If you want to learn about the process of getting a proposed bill passed, you can read the official explanation on a state senate site. It’s remarkably similar to the steps involved for federal legislation, according to the explanation offered to the protagonist of Mr. Smith Goes to Washington. What the explanations don’t reveal, however, are the entities behind the proposed legislation.
The actual authors of proposed legislation don’t sign their names, but they do leave signatures of a sort, the signals of individual style that can be found throughout their written work. All it takes is reading through thousands of proposed bills to find the textual clues that link bills to the same source. The only drawback is coming up with the time it takes for humans to read through it all. But this is one problem that technology can solve.
One of the presentations featured at Bloomberg's Data for Good Exchange was on developing an approach to data mining the text to identify the sources behind the bills. Applying technology to sift through masses of documents that would take humans thousands of hours to read through is the project that a group of five has been working on together on at the University of Chicago's Data Science for Social Good Program.
Sifting through each piece of legislation to find matches is far too time-consuming, and relying on Google doesn’t cut it because its results are not confined to legislation and do not bring up complete documents. A more specialized tool is needed for the focus on state legislation, one they call the Legislative Influence Detector (LID). In just seconds, it can search through complete documents and will only report on matches within the legislation category.
Explaining their approach, the researchers pointed out that the Smith-Waterman local-alignment algorithm was too slow to sift through so many texts. So they start with Elasticsearch to calculate Lucene scores. That narrows the texts to work with down to 100. Those are the ones that get compared to the document in question through a local-alignment algorithm. As it maintains the sequence of words, it is much more precise and accurate than a bag-of-words model.
On the basis of the matches uncovered by LID, reporters or interested parties can track special interest influence through the trail set by the matches. To illustrate the point, they show a screenshot of LID finding similarities between the Wisconsin Senate Bill 179 (2015), restricting abortions after 19 weeks of gestation and the Louisiana Senate Bill 593 (2012). The wording the two used is almost the same. Both bills would reflect a conservative agenda, though the group doesn’t point out which particular special interest is behind them.

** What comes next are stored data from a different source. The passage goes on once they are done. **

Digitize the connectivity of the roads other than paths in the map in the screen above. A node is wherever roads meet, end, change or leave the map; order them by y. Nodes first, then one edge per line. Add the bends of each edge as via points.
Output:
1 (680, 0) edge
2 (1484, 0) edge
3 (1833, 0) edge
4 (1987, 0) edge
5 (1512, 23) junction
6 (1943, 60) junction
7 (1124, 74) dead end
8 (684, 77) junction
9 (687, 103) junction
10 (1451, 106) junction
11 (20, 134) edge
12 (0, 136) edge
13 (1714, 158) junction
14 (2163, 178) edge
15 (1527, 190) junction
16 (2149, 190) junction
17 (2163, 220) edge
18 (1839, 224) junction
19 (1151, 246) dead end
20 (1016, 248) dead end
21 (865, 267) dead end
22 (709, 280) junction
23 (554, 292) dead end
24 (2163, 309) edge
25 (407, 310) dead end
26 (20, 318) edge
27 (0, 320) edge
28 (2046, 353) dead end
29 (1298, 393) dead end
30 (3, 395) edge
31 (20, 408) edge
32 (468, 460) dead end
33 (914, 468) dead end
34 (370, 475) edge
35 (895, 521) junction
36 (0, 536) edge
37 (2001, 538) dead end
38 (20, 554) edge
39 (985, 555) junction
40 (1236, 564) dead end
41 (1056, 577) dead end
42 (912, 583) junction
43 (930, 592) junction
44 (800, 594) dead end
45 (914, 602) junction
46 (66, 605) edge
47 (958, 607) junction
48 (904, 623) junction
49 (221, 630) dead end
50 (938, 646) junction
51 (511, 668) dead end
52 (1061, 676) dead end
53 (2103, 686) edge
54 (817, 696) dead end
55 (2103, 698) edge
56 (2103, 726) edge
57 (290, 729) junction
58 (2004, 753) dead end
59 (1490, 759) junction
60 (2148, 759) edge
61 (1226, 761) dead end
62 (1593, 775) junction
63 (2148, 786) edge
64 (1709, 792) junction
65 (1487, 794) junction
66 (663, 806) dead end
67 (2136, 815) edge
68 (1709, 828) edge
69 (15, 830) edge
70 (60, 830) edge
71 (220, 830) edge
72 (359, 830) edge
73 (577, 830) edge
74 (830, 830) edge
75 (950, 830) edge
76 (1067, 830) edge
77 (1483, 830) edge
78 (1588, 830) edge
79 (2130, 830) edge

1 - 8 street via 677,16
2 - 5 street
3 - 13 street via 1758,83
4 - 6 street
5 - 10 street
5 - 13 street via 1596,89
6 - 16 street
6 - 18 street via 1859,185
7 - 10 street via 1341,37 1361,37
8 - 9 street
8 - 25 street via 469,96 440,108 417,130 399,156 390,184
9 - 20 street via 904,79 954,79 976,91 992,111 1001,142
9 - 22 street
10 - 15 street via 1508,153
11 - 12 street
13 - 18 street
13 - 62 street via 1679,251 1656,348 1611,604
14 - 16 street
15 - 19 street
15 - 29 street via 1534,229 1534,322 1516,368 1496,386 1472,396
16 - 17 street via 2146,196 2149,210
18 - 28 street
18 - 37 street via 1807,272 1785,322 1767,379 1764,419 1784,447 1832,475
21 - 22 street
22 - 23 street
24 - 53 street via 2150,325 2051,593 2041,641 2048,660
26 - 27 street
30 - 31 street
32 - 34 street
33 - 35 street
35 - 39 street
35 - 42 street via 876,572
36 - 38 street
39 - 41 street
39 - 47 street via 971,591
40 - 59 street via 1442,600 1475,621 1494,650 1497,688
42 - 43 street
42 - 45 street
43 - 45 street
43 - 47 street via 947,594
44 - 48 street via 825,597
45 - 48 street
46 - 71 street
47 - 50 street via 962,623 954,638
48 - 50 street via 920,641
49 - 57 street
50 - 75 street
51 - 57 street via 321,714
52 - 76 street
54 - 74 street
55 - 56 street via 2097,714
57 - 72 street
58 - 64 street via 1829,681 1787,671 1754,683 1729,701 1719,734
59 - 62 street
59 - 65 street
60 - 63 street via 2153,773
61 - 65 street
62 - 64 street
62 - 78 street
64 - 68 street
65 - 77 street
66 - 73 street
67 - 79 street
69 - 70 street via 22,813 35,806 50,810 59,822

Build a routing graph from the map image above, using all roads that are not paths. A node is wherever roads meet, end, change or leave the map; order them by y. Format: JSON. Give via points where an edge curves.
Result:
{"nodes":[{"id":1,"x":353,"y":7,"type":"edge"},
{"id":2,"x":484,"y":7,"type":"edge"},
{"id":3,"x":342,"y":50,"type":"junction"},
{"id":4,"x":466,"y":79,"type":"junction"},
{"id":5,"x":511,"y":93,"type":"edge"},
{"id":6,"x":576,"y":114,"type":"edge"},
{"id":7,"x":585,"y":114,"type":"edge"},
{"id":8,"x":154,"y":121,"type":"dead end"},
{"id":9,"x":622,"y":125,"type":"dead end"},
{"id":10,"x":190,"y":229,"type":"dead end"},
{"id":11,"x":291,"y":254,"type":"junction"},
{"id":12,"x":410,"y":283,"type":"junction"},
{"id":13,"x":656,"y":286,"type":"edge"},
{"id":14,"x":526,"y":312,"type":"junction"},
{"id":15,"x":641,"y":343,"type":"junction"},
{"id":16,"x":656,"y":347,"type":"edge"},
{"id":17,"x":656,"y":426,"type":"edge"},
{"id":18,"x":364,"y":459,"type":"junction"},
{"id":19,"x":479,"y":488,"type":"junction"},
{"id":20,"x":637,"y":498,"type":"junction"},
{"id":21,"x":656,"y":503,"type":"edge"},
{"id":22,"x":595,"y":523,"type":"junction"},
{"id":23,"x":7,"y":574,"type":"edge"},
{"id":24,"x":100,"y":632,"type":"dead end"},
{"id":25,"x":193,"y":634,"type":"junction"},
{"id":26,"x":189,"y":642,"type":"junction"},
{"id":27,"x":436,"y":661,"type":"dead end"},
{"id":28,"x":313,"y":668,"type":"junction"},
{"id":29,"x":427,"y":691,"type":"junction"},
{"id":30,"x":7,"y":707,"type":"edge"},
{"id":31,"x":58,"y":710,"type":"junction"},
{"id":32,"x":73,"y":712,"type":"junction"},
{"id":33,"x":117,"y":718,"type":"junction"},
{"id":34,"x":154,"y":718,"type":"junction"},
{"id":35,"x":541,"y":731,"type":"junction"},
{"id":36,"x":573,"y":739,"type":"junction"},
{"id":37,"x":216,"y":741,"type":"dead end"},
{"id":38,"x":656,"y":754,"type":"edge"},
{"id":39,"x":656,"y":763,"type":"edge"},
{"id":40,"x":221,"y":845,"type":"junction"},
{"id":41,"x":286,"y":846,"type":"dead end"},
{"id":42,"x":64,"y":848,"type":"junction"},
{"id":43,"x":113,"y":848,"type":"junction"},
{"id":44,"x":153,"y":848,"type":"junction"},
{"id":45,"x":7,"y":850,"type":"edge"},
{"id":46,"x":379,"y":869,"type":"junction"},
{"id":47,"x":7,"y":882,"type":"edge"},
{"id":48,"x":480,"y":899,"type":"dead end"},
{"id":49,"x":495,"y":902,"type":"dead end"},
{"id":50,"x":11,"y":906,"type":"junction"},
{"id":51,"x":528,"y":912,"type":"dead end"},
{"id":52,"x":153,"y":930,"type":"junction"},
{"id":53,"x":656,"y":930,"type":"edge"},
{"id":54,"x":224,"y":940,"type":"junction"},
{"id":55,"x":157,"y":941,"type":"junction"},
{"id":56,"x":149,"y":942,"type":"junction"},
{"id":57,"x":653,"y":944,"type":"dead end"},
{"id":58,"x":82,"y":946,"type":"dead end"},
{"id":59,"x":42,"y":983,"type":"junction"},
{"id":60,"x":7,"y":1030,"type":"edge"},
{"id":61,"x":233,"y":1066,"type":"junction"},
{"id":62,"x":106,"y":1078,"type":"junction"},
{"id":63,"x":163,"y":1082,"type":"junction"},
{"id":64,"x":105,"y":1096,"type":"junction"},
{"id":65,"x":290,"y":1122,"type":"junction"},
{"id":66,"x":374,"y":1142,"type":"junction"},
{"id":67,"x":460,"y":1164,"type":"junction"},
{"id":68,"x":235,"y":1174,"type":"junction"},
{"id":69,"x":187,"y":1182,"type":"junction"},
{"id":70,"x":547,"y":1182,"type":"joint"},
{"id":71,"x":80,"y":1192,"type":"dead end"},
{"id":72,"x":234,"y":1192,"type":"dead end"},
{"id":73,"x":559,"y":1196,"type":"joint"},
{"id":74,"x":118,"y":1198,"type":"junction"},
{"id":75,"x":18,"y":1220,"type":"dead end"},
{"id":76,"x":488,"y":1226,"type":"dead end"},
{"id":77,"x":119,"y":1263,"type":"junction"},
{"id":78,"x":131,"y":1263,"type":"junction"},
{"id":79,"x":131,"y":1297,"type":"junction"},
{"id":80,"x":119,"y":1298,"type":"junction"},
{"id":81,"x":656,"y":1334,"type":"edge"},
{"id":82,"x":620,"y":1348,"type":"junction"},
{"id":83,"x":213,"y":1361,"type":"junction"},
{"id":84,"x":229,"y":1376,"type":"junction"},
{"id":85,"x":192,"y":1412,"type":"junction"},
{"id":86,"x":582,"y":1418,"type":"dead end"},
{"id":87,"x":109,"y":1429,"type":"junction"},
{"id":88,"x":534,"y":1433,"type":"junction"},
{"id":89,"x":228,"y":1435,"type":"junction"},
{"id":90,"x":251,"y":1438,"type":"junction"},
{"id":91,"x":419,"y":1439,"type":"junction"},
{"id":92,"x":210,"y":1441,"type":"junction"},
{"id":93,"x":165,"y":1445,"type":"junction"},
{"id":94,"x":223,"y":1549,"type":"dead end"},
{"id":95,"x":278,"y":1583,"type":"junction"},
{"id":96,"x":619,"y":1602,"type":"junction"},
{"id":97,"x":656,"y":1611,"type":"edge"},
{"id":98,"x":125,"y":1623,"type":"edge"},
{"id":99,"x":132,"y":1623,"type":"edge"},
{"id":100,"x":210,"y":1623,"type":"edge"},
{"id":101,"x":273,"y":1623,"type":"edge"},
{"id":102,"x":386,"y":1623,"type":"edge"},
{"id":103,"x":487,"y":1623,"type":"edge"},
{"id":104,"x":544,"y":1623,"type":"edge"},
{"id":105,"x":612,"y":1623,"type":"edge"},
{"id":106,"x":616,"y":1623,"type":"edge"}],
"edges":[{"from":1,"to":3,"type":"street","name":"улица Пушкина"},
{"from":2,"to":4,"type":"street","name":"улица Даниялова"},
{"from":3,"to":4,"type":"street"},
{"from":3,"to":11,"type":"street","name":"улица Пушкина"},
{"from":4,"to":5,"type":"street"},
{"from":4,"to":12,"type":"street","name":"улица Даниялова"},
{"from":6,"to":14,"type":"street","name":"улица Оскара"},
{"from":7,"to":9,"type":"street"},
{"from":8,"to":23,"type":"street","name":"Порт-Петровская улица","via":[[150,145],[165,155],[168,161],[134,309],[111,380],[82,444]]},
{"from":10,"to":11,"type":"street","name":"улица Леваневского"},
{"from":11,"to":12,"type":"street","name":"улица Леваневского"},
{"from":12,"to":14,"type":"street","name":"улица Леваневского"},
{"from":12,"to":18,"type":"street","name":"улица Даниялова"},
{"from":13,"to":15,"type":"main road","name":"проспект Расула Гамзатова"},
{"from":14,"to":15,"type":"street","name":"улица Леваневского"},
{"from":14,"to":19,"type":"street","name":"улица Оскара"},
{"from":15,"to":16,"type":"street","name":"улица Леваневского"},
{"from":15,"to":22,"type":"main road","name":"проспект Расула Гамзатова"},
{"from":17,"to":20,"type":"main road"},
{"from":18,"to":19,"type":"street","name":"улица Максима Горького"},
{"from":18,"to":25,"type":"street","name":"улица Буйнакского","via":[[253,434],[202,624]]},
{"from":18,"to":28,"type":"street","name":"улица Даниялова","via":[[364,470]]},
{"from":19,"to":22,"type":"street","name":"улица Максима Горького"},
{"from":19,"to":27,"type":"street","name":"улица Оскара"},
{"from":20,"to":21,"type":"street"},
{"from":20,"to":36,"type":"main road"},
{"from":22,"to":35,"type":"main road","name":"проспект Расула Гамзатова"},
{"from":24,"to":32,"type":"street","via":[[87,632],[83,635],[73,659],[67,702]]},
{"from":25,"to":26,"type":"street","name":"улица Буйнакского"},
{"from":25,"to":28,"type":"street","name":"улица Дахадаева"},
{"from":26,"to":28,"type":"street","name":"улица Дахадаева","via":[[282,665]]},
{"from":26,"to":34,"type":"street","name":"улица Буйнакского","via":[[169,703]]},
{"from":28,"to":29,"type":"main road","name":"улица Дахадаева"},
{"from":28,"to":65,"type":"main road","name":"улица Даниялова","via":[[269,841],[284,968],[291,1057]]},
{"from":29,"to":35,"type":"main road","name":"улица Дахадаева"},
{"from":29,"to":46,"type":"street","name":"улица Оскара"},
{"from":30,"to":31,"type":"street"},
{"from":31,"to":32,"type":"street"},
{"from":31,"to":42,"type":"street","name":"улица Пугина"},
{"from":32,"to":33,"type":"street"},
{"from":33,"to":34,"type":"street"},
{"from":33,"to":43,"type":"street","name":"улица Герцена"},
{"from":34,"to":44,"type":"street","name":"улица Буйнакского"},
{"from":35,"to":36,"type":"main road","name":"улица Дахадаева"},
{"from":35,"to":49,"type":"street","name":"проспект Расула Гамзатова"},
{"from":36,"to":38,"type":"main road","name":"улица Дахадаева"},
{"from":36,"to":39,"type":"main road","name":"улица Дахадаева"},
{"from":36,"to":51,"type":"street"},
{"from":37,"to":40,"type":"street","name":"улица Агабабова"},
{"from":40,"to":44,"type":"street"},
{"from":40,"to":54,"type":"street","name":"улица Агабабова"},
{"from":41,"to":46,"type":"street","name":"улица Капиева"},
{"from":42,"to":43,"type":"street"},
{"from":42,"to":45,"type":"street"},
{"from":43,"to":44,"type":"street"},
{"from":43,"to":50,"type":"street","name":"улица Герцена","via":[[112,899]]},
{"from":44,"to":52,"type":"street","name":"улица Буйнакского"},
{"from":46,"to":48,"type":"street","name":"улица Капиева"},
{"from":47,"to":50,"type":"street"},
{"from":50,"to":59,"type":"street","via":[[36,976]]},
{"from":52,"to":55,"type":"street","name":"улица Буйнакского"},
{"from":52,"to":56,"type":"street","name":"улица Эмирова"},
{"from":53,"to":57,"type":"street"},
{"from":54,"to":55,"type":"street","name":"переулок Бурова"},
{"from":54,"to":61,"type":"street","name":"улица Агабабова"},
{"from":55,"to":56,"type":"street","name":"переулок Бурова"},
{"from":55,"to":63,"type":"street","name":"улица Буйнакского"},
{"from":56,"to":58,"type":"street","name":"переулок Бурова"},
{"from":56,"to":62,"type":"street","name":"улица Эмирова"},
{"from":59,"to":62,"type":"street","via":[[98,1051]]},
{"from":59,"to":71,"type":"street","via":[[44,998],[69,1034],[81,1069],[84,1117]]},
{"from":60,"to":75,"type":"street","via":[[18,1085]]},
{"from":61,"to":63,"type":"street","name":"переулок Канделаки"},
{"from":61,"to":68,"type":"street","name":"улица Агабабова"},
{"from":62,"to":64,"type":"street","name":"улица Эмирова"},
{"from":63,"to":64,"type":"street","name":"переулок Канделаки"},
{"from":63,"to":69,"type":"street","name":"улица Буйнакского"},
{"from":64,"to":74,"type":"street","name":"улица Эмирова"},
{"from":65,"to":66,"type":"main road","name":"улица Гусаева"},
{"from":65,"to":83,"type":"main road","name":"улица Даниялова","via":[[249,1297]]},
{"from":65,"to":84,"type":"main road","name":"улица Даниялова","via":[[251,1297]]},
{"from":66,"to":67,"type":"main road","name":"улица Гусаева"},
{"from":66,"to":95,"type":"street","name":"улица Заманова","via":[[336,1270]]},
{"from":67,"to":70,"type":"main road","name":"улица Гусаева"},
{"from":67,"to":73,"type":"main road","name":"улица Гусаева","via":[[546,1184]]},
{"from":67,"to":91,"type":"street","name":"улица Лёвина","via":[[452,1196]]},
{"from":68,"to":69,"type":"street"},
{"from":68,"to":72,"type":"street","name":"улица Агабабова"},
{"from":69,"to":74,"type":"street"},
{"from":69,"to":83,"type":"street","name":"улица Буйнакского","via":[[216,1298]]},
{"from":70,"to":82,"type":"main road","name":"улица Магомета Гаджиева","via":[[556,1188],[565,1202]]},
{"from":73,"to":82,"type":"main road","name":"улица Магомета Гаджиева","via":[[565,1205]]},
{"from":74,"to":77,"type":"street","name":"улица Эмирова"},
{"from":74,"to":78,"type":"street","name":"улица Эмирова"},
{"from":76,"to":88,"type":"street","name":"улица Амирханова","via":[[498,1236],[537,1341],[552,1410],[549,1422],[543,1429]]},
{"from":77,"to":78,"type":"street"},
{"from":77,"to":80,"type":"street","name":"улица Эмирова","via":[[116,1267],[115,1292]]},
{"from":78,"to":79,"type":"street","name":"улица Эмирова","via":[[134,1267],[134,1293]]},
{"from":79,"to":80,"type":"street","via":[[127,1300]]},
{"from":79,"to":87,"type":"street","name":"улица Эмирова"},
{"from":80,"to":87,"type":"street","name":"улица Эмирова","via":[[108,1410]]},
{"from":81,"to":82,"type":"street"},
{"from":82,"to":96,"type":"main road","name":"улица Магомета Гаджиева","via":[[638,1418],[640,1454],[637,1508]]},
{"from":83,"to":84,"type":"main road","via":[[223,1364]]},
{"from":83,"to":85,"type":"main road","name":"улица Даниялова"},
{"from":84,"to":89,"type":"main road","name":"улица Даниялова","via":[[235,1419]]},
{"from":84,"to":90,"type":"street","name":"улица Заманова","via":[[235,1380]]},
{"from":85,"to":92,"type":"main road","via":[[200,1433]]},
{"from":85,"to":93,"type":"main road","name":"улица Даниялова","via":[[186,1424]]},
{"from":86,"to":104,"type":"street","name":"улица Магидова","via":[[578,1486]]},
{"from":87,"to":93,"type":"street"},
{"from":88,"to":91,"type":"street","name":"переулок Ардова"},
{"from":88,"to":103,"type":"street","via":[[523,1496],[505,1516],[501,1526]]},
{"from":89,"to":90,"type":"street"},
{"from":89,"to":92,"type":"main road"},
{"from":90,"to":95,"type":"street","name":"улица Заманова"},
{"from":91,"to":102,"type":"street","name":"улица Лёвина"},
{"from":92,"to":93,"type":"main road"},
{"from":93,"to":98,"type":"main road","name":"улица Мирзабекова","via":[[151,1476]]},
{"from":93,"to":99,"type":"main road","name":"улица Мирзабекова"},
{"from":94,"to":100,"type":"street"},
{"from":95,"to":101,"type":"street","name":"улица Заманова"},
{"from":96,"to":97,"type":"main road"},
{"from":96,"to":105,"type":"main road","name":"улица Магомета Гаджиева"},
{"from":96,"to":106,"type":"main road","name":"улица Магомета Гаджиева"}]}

The LID group admits certain shortcomings of the solution, such as the fact that it’s limited to the bills collected by the Sunlight Foundation, although those alone top half a million bills. But what they don’t point to is the possibility of political bias in the selection of bills they focus on. They say they use “2,400 pieces of model legislation written by lobbyists” that is largely based on the collection of ALEC Exposed, the organization devoted to depicting the American Legislative Exchange Council (ALEC) as a bastion of corrupt corporate influence on legislation supported by the GOP.
ALEC Exposed is part of The Center for Media and Democracy (CMD), which calls itself “a national media group that conducts in-depth investigations into corruption and the undue influence of corporations on media and democracy.” While that makes it sound completely objective, it generally is characterized as “liberal,” even “uber-liberal,” “left-wing,” and “anti-capitalist". So it’s not at all surprising that it would target the conservative ALEC. That is not to say that the data is incorrect, but that transparency should really be free of political party influence. Tools like LID only are truly “data for good” if they apply the same standards to all parties.